Hay pañitos de agua tibia: días sin carro, gente que trabaja desde casa. Pero las soluciones verdaderas nunca llegan. Ese aire cargado de hollín es un crimen que tiene responsables.
Tendido en el suelo del templo masónico observo los rumbos del aire. Inhalo y exhalo. Ocupo el presente en sentir ese gesto tan simple y complejo que me ha mantenido con vida. Cavidades y músculos generan succiones, atrapan porciones de viento y les roban oxígeno. El fuego en la sangre brilla enardecido, celebra la vida.
La voz que me guía me invita a apreciar ese gesto tan inadvertido. Cifras abismales se asocian con esa rareza que ocurre con tanta frecuencia: novecientas sesenta por hora, veintitrés mil por día, setecientos millones de respiraciones en vidas que duran unos ochenta años. Nota el privilegio: podemos tomarle las riendas, hacer que obedezca –hasta cierto punto– nuestra voluntad. “Si intentas hacer que no ocurra, caerás desmayado y tu cuerpo inconsciente volverá a respirar”.
Inhalo y exhalo. Procuro volver al presente, al aquí y ahora, a ese aire del templo que tomo despacio, con delectación. Pero hacerme consciente es hacer muy presente una pesadilla de hace muchos años: el país de los colombios, el valle de la muerte, la vieja casa de El Palo con Ayacucho, el aire cargado de hollín, la asfixia, el atroz forcejeo, la lenta agonía. A los seis o siete años pasé noches enteras preguntándome si seguiría vivo al minuto siguiente.
Me tomaría algún tiempo entender el asma, la lógica terrible de mi enfermedad. No era falta de aire. Nada se resolvía abanicándome o untándome cremas mentoladas. Era que mis pulmones muy sensibles reaccionaban con espasmos ante la suciedad del aire. Por más que lo intentara, no podía llenar los bronquios ya llenos de aire atrapado, enrarecido.
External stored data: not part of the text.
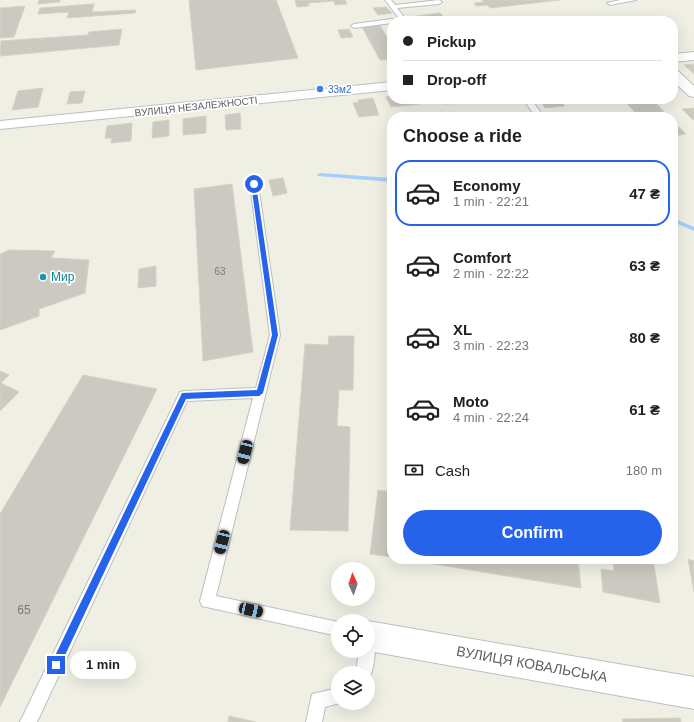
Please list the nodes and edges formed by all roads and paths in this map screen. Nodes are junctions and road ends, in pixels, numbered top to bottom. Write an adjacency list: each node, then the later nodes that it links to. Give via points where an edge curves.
1 (388, 0): 5 (lane)
2 (633, 0): 4 (lane)
3 (439, 2): 5 (lane)
4 (610, 3)
5 (393, 7): 6 (lane)
6 (400, 16)
7 (387, 22): 8 (lane)
8 (354, 26)
9 (694, 56): 10 (street)
10 (678, 58)
11 (678, 79): 13 (street)
12 (387, 86): 14 (street, ВУЛИЦЯ НЕЗАЛЕЖНОСТІ)
13 (694, 93)
14 (0, 125)
15 (254, 184): 16 (lane, via 275,335)
16 (259, 393): 17 (lane, via 208,601); 21 (lane, via 184,396)
17 (331, 627)
18 (375, 643): 19 (street, ВУЛИЦЯ КОВАЛЬСЬКА)
19 (694, 693)
20 (331, 697): 22 (lane, via 318,700)
21 (28, 722)
22 (314, 722)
Las últimas veces que he vuelto a esa ciudad de desplazados he sentido de nuevo la suciedad del aire. Ahora su veneno transparente se ha extendido a todo el valle. Mucha gente se enferma, se muere, como consecuencia de esa porquería que nadie se decide a eliminar. Hay pañitos de agua tibia: días sin carro, gente que trabaja desde casa. Pero las soluciones verdaderas nunca llegan y a la gente le falta claridad para entender que ese aire cargado de hollín es un crimen que tiene responsables.
Hace medio siglo me llené de alegría cuando unos representantes del gobierno visitaron mi colegio y nos dijeron que para el año dos mil el río Medellín tendría agua pura y peces en abundancia. Nos mostraron dibujos de lo que sería ese paraíso que se extendería en sus orillas, de lo bella que sería la vida en medio de tanta exuberancia. Muchos años después, la cloaca sigue abierta, cafecita.
Algo parecido está ocurriendo con el aire. Se invierte más en campañas publicitarias que en buscar soluciones verdaderas. Cuál verraquera paisa. Elogia el coraje de un pueblo y podrás someterlo. Tanta urbanización con nombre ecológico es otra faceta de la vieja mentira que nos condujo a esta tragedia. Va siendo hora de entender que ese aire envenenado es otra forma de violencia y que es urgente que los políticos trabajen para la gente y no para don Dinero. Pero, mientras la gente coma cuento, la seguirán matando con el aire que respira.